Sitemap: http://www.yourwebsite.com/sitemap-index.xml Sitemap: http://www.yourwebsite.com/category-sitemap.xml Sitemap: http://www.yourwebsite.com/page-sitemap.xml Sitemap: http://www.yourwebsite.com/post-sitemap.xml
Optimizing Your Robots.txt File for SEO
In the guidelines for webmasters, Google advises webmasters to not use robots.txt file to hide low quality content. If you were thinking about using robots.txt file to stop Google from indexing your category, date, and other archive pages, then that may not be a wise choice.
Remember, the purpose of robots.txt is to instruct bots what to do with the content they crawl on your site. It does not stop bots from crawling your website.
It is recommend that you disallow readme.html file in your robots.txt file. This readme file can be used by someone who is trying to figure out which version of WordPress you are using. If this was an individual, then they can easily access the file by simply browsing to it.
On the other hand if someone is running a malicious query to locate WordPress sites using a specific version, then this disallow tag can protect you from those mass attacks.
You can also disallow your WordPress plugin directory. This will strengthen your website’s protection if someone is looking for a specific vulnerable plugin to exploit for a mass attack.
The Maximum Size of a Robots.txt File
According to an article on AskApache, you should never use more use more than 200 disallow lines in your robots.txt file. In 2006, some members of Webmaster World reported seeing a message from Google that the robots.txt file should be no more than 5,000 characters.
This would probably work out to be around 200 lines if we assume an average of 25 characters per line; which is probably where AskApache got this figure of 200 disallow lines from.

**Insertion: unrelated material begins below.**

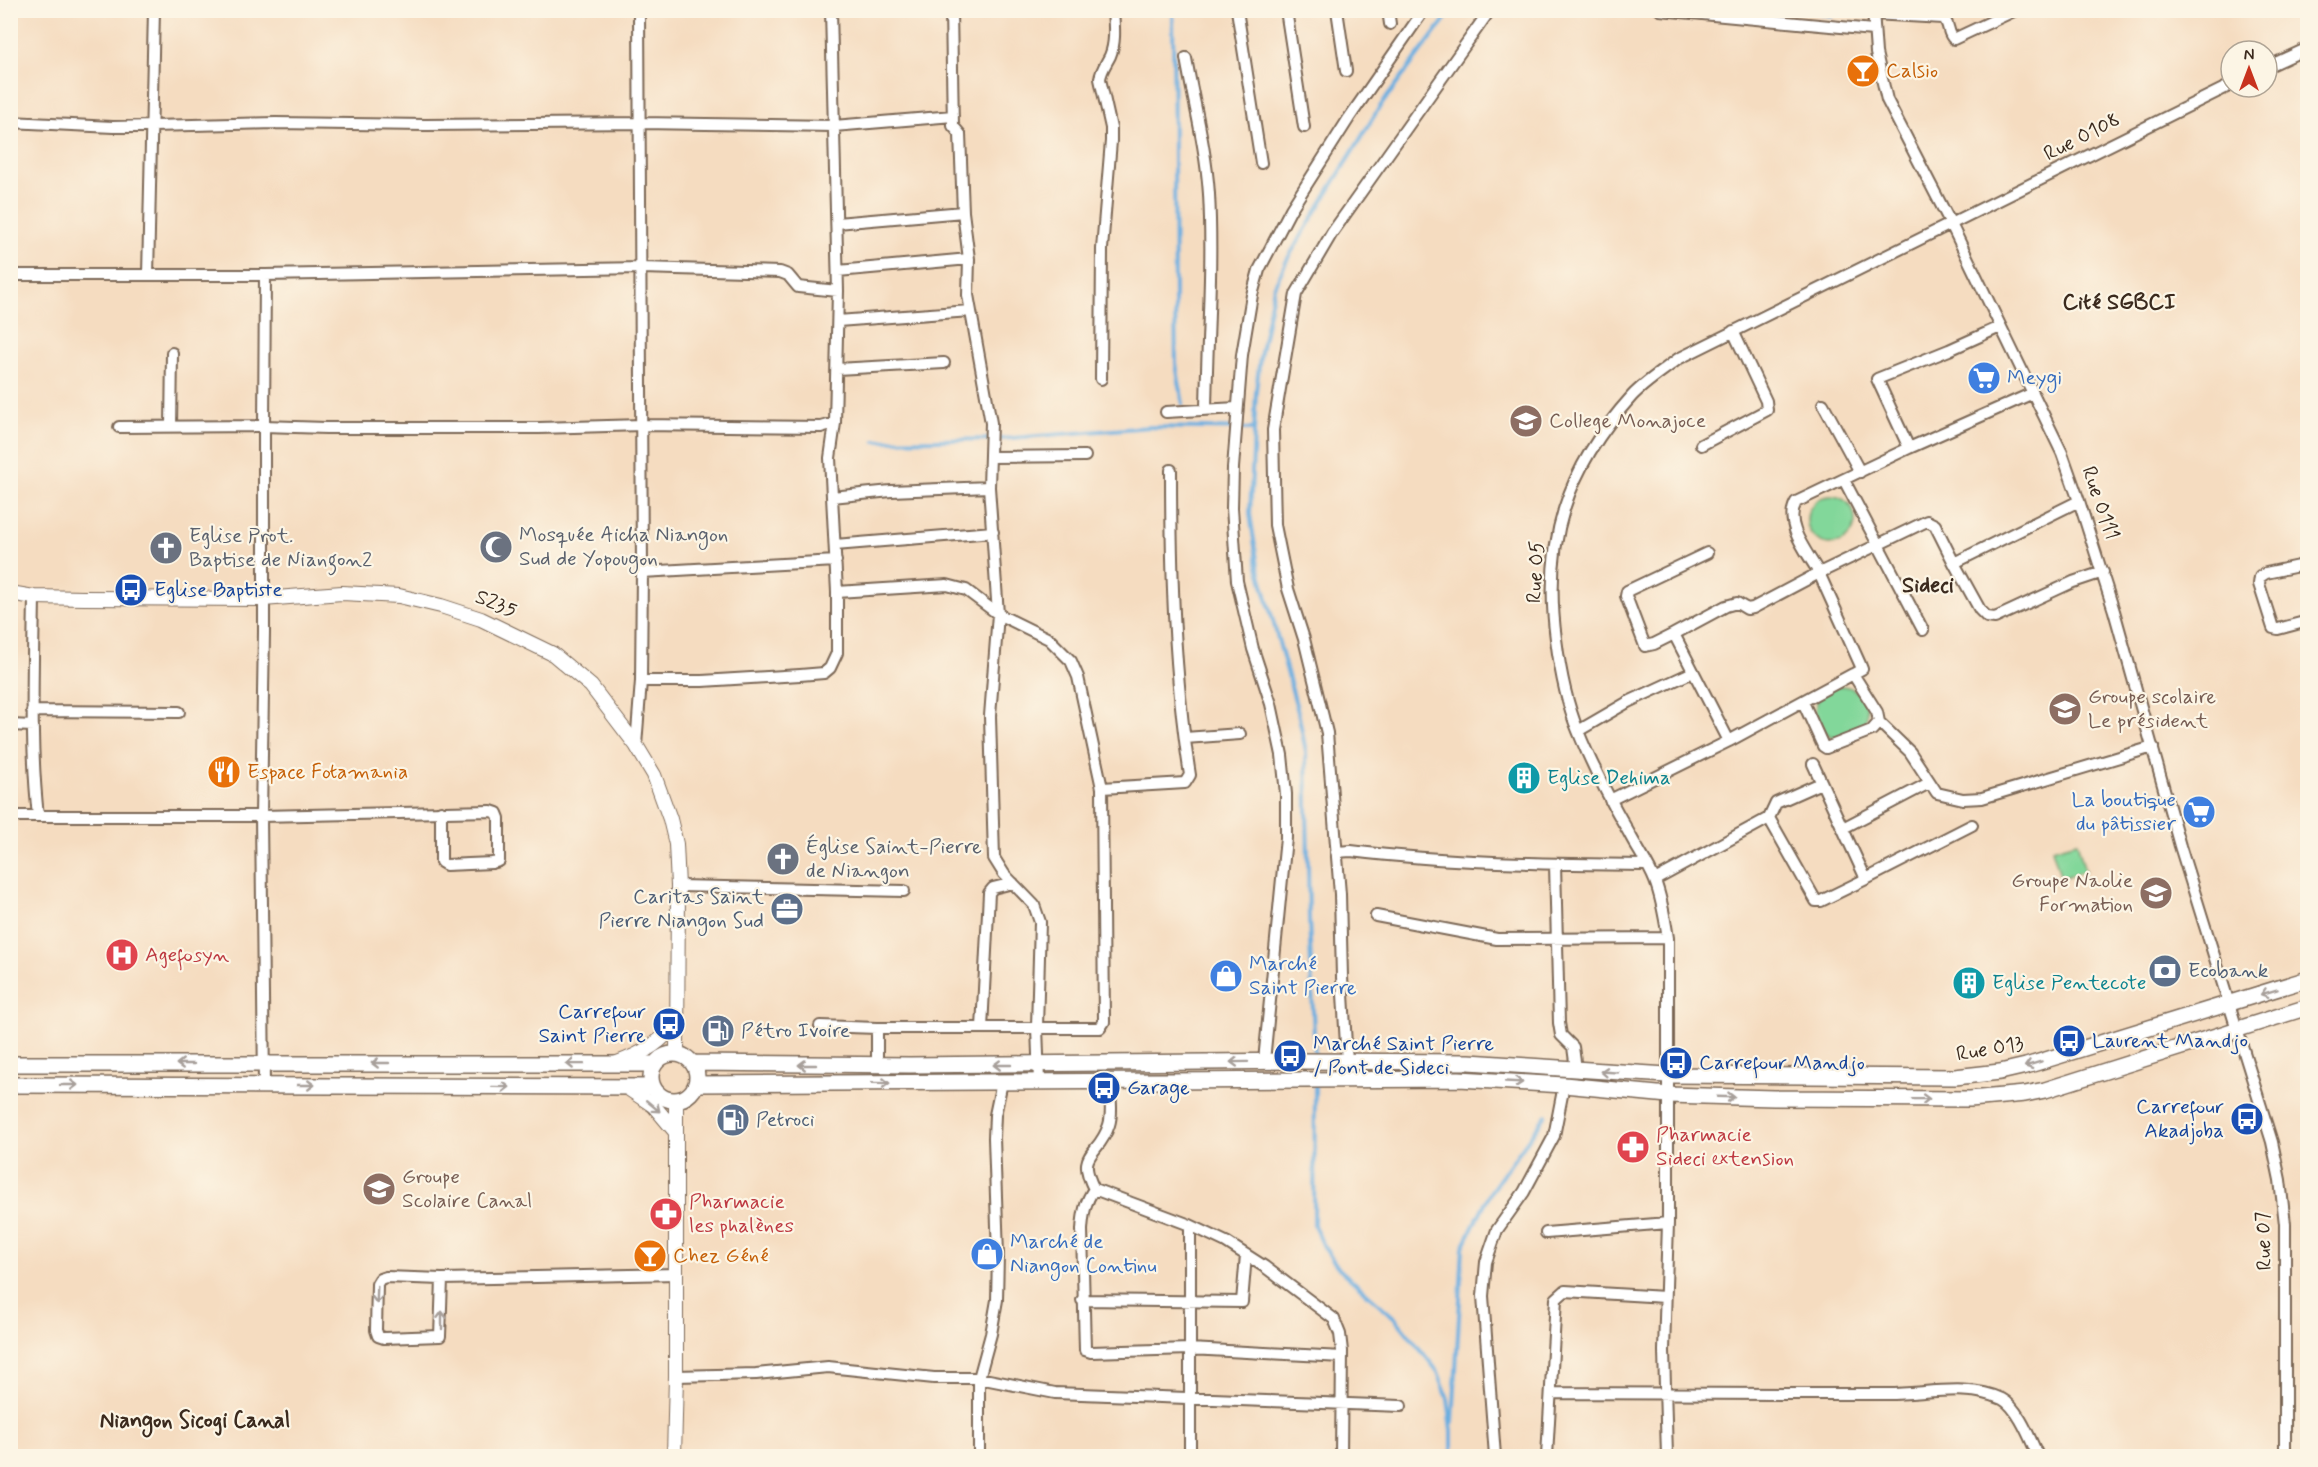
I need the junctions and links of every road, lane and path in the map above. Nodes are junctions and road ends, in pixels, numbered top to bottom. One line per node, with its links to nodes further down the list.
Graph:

Few years later, Google’s John Mueller clarified the issue and he said:
If you have a giant robots.txt file, remember that Googlebot will only read the first 500kB. If your robots.txt is longer, it can result in a line being truncated in an unwanted way. The simple solution is to limit your robots.txt files to a reasonable size.
Be sure to check the size of your WordPress robots.txt file if it has a couple of hundred lines of text. If the file is larger than 500kb, you will have to reduce the size of the file or you may end up with an incomplete rule being applied.
The WordPress Robots.txt is a powerful tool for advising search engines what to crawl and what not to crawl. It does not take long to understand the basics of creating a robots.txt file, however if you need to block a series of URL’s using wildcards, it can get a little confusing. So be sure to use a robots.txt analyzer to ensure that the rules have been set up in the way that you want them.
Also remember to upload robots.txt to the root of your directory and be sure to adjust the code in your own robots.txt file accordingly if WordPress has been installed in a subdirectory. For example, if you installed WordPress at www.yourwebsite.com/blog/, you would disallow the path /blog/wp-admin/ instead of /wp-admin/.